• **Data**:
____

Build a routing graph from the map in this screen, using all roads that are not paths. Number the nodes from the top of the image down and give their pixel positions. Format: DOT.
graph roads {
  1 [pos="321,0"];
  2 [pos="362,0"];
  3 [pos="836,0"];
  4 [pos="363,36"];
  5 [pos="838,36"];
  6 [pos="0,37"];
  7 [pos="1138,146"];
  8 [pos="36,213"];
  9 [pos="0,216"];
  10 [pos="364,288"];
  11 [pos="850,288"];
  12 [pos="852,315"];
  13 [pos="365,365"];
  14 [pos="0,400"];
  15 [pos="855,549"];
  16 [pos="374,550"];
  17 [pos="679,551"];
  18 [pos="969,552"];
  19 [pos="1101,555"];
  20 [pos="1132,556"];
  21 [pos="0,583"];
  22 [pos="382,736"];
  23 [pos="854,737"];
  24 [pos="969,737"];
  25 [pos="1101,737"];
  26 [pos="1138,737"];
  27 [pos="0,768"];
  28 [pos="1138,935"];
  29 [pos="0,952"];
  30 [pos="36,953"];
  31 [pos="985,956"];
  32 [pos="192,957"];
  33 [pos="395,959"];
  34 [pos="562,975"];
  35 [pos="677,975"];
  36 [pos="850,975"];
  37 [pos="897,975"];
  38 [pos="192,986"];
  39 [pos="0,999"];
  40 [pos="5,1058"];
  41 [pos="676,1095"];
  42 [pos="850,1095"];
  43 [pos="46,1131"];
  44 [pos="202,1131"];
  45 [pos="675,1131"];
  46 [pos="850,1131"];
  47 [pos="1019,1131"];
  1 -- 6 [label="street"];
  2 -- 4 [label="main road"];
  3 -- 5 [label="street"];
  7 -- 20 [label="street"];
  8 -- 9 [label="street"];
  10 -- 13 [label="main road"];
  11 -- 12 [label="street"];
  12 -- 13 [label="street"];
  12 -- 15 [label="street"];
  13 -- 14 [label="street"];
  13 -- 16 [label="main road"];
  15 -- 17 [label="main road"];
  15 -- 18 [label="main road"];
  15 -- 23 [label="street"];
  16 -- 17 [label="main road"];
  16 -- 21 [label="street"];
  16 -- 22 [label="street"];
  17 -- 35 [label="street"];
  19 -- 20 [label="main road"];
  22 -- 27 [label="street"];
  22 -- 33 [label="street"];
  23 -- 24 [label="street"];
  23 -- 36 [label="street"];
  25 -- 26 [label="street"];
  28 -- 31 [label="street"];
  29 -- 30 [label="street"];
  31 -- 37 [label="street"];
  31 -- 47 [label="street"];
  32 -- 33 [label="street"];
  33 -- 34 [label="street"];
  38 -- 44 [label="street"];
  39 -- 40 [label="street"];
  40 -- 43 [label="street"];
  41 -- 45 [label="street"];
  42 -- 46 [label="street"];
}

____

• **Problem details**:
From the data above, output every line exactly.

• **Response to the task**:
Build a routing graph from the map in this screen, using all roads that are not paths. Number the nodes from the top of the image down and give their pixel positions. Format: DOT.
graph roads {
  1 [pos="321,0"];
  2 [pos="362,0"];
  3 [pos="836,0"];
  4 [pos="363,36"];
  5 [pos="838,36"];
  6 [pos="0,37"];
  7 [pos="1138,146"];
  8 [pos="36,213"];
  9 [pos="0,216"];
  10 [pos="364,288"];
  11 [pos="850,288"];
  12 [pos="852,315"];
  13 [pos="365,365"];
  14 [pos="0,400"];
  15 [pos="855,549"];
  16 [pos="374,550"];
  17 [pos="679,551"];
  18 [pos="969,552"];
  19 [pos="1101,555"];
  20 [pos="1132,556"];
  21 [pos="0,583"];
  22 [pos="382,736"];
  23 [pos="854,737"];
  24 [pos="969,737"];
  25 [pos="1101,737"];
  26 [pos="1138,737"];
  27 [pos="0,768"];
  28 [pos="1138,935"];
  29 [pos="0,952"];
  30 [pos="36,953"];
  31 [pos="985,956"];
  32 [pos="192,957"];
  33 [pos="395,959"];
  34 [pos="562,975"];
  35 [pos="677,975"];
  36 [pos="850,975"];
  37 [pos="897,975"];
  38 [pos="192,986"];
  39 [pos="0,999"];
  40 [pos="5,1058"];
  41 [pos="676,1095"];
  42 [pos="850,1095"];
  43 [pos="46,1131"];
  44 [pos="202,1131"];
  45 [pos="675,1131"];
  46 [pos="850,1131"];
  47 [pos="1019,1131"];
  1 -- 6 [label="street"];
  2 -- 4 [label="main road"];
  3 -- 5 [label="street"];
  7 -- 20 [label="street"];
  8 -- 9 [label="street"];
  10 -- 13 [label="main road"];
  11 -- 12 [label="street"];
  12 -- 13 [label="street"];
  12 -- 15 [label="street"];
  13 -- 14 [label="street"];
  13 -- 16 [label="main road"];
  15 -- 17 [label="main road"];
  15 -- 18 [label="main road"];
  15 -- 23 [label="street"];
  16 -- 17 [label="main road"];
  16 -- 21 [label="street"];
  16 -- 22 [label="street"];
  17 -- 35 [label="street"];
  19 -- 20 [label="main road"];
  22 -- 27 [label="street"];
  22 -- 33 [label="street"];
  23 -- 24 [label="street"];
  23 -- 36 [label="street"];
  25 -- 26 [label="street"];
  28 -- 31 [label="street"];
  29 -- 30 [label="street"];
  31 -- 37 [label="street"];
  31 -- 47 [label="street"];
  32 -- 33 [label="street"];
  33 -- 34 [label="street"];
  38 -- 44 [label="street"];
  39 -- 40 [label="street"];
  40 -- 43 [label="street"];
  41 -- 45 [label="street"];
  42 -- 46 [label="street"];
}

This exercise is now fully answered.